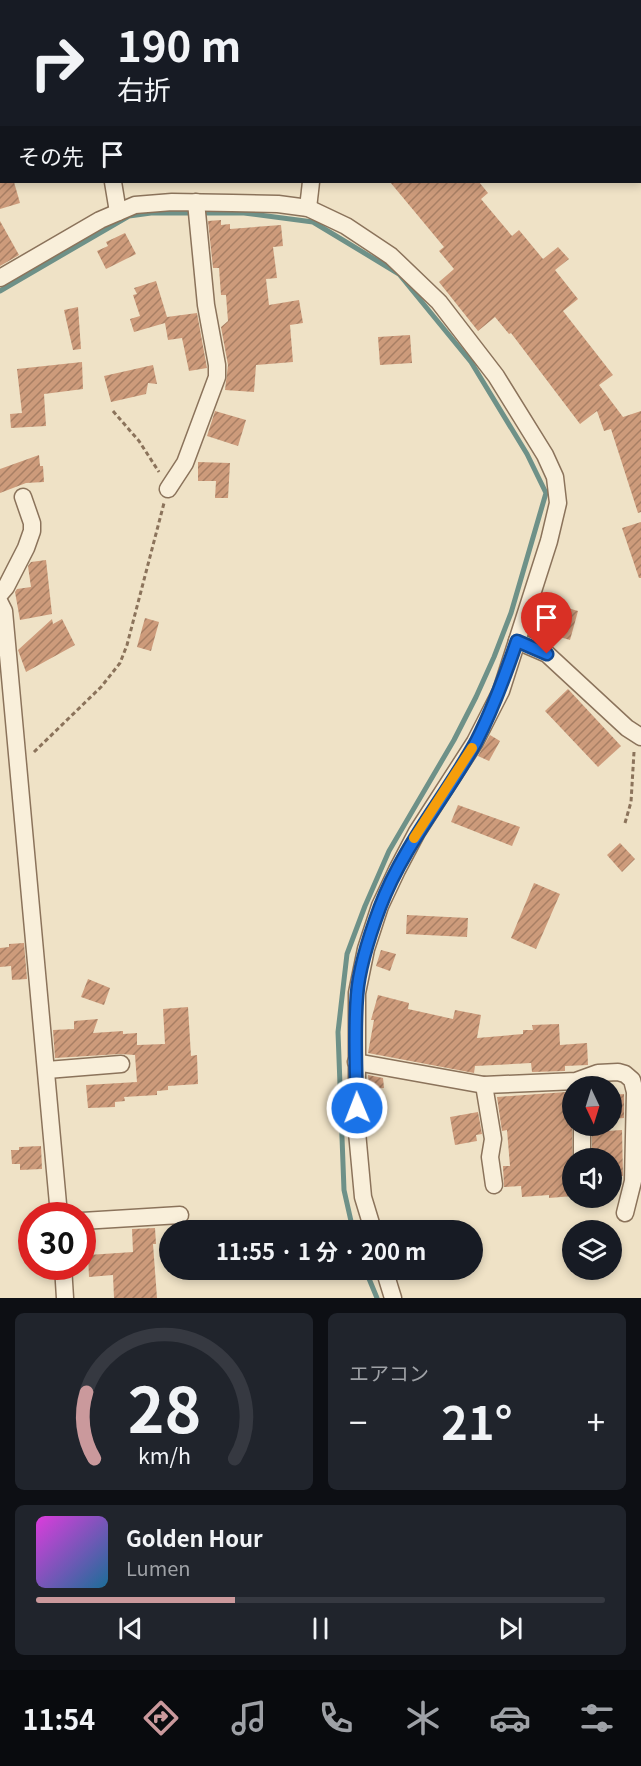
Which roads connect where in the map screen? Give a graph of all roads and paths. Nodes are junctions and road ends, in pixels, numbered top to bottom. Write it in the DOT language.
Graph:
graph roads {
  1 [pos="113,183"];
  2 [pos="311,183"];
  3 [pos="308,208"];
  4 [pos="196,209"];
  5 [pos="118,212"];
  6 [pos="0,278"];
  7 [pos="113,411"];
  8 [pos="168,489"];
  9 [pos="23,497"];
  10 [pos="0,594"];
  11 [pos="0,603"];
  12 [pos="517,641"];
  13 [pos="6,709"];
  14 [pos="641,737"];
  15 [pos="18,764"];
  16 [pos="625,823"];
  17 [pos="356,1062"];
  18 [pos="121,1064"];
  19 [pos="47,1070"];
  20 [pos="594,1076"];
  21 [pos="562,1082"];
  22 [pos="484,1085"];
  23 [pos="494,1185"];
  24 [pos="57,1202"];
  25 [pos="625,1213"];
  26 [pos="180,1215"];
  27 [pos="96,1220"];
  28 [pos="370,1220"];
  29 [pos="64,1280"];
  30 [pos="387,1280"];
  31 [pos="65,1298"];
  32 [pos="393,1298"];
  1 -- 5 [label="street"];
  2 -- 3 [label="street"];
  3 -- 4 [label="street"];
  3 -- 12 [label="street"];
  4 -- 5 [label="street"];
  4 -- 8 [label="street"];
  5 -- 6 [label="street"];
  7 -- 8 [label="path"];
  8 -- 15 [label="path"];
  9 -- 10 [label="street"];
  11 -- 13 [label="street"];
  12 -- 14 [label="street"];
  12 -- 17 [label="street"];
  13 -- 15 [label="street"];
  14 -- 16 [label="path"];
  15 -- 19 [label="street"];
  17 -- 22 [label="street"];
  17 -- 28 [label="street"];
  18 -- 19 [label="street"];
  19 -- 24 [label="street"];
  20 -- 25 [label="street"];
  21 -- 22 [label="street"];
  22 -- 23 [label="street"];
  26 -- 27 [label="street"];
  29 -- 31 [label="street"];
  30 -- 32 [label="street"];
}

________________________________________

* [Assignment] Find and copy each line of the listing above that holds the word "roads".

* [Solution to the exercise]
Which roads connect where in the map screen? Give a graph of all roads and paths. Nodes are junctions and road ends, in pixels, numbered top to bottom. Write it in the DOT language.
graph roads {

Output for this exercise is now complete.